Cette réplique, dont le cynisme le dispute à une sorte de malhonnêteté assumée, déshonore celui qui l’a faite ainsi que tous ses collègues, dont le comportement, pendant toutes les étapes du référendum a été très contestable et d’ailleurs contesté par les Ong spécialisées dans la surveillance des opérations électorales. Et ce, depuis l’inscription sur les listes électorales jusqu’à la proclamation des résultats à la «soviétique» dont même Zine El Abidine Ben Ali, moins gourmand que l’actuel locataire du palais de Carthage, aurait sans doute rougi et exigé de les revoir à la baisse, de manière à tempérer la servilité de ses laquais et leur remonter, un tant soit peu, le pantalon.

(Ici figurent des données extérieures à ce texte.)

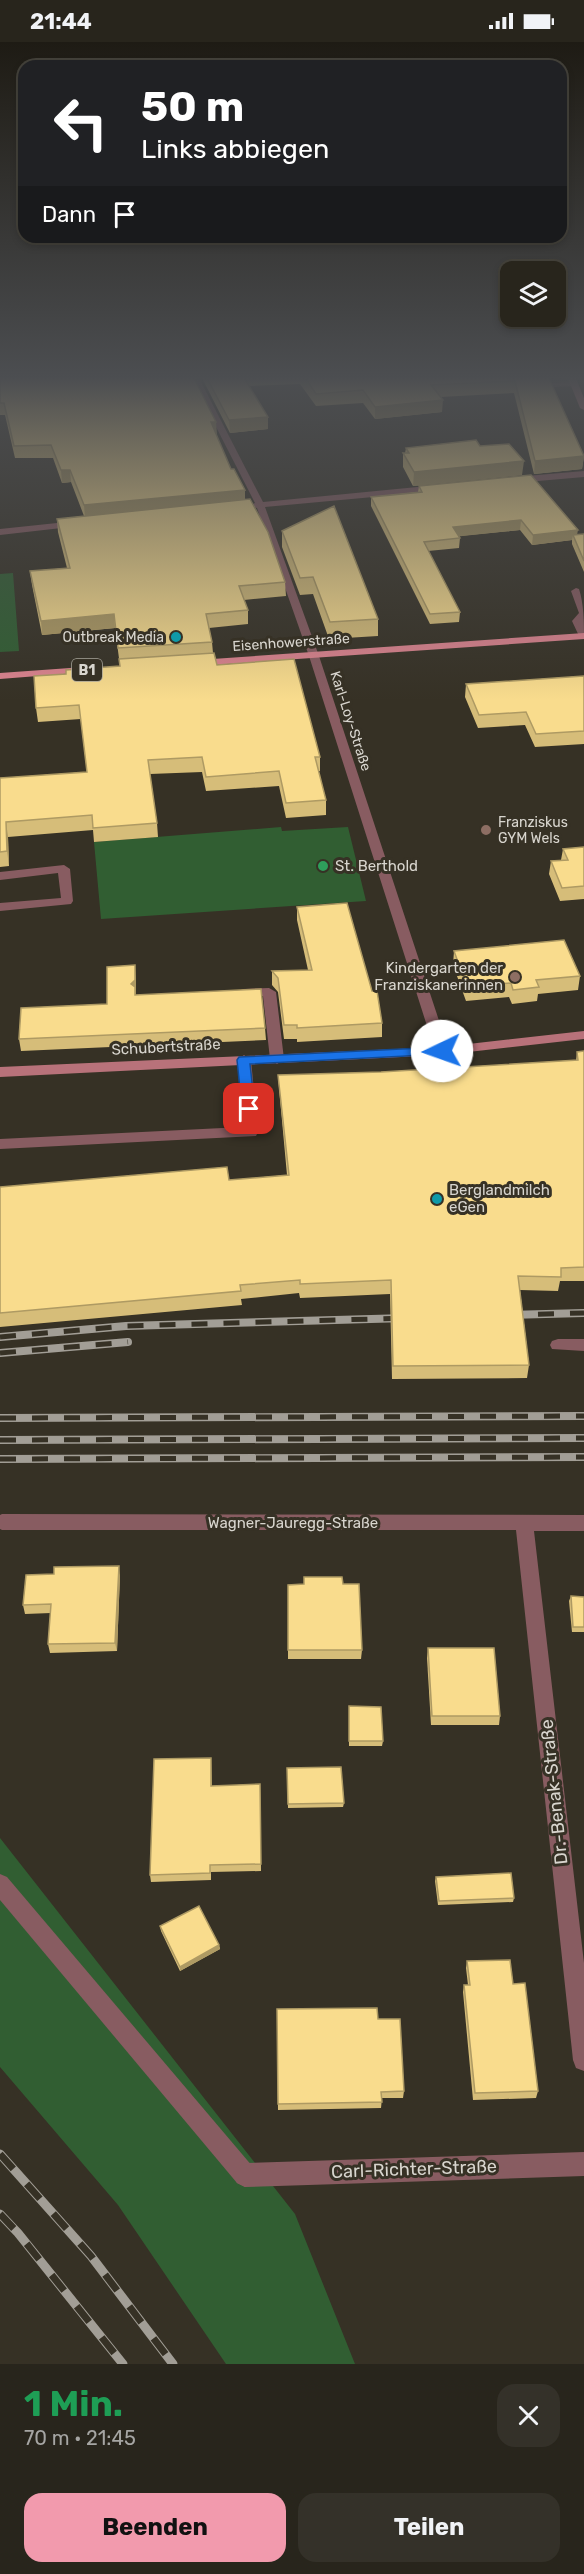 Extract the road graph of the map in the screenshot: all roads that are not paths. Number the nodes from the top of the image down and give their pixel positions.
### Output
1 (249, 484) edge
2 (452, 486) edge
3 (260, 505) junction
4 (246, 506) edge
5 (82, 523) edge
6 (0, 532) edge
7 (576, 591) dead end
8 (584, 613) edge
9 (584, 636) edge
10 (314, 656) junction
11 (185, 664) edge
12 (101, 669) edge
13 (0, 676) edge
14 (0, 876) edge
15 (0, 907) edge
16 (234, 993) edge
17 (584, 1035) edge
18 (442, 1051) junction
19 (277, 1059) junction
20 (244, 1060) junction
21 (0, 1072) edge
22 (0, 1144) edge
23 (558, 1345) dead end
24 (584, 1345) edge
25 (2, 1522) dead end
26 (584, 1523) edge
27 (524, 1524) junction
28 (0, 1884) edge
29 (584, 2060) edge
30 (584, 2164) edge

1 - 3 street, Karl-Loy-Straße
2 - 3 street
3 - 4 street
3 - 10 street, Karl-Loy-Straße
5 - 6 street
7 - 8 street
8 - 9 street
9 - 10 main road, Eisenhowerstraße
10 - 11 main road, Eisenhowerstraße
10 - 18 street, Karl-Loy-Straße
12 - 13 main road, B1
14 - 15 street
16 - 19 street
17 - 18 street, Schubertstraße
18 - 19 street, Schubertstraße
19 - 20 street, Schubertstraße
20 - 21 street, Schubertstraße
20 - 22 street
23 - 24 street
25 - 27 street, Wagner-Jauregg-Straße
26 - 27 street, Wagner-Jauregg-Straße
27 - 29 street, Dr.-Benak-Straße
28 - 30 street, Carl-Richter-Straße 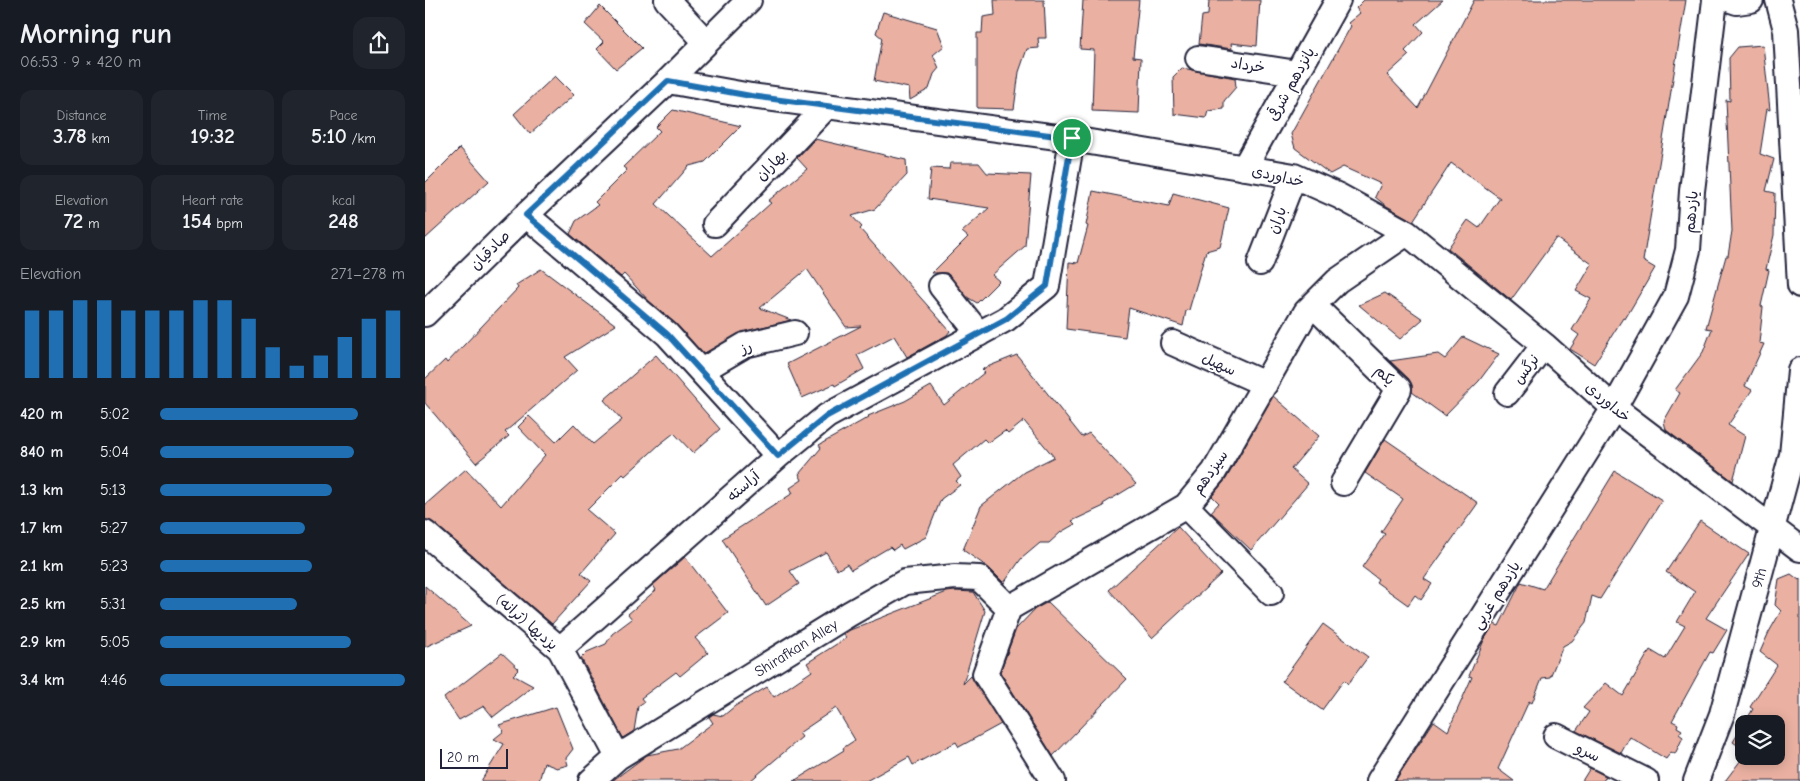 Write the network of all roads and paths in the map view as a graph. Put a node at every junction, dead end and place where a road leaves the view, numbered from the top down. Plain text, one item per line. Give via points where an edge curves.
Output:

L’Isie n’y voit que du feu
«L’Isie n’a enregistré aucune grave violation de la loi électorale», a tranché l’Isie, dont les membres étaient très fiers, hier soir, lors de la conférence de presse, pour avoir accompli la mission pour laquelle ils ont été désignés, d’autant qu’ils semblent assurés de garder leur poste, car ils ont une autre mission, qui approche à grand pas : l’organisation des législatives anticipées du 17 décembre prochain, également décidées unilatéralement par le président Kaïs Saïed, dans le cadre de ses «mesures exceptionnelles», qui plus est, dans le cadre d’une nouvelle loi électorale dont personne ne connaît encore le contenu, et pour cause : elle doit être publiée bientôt par décret présidentiel. C’est la méthode Coué appliquée à la politique par M. Saïed.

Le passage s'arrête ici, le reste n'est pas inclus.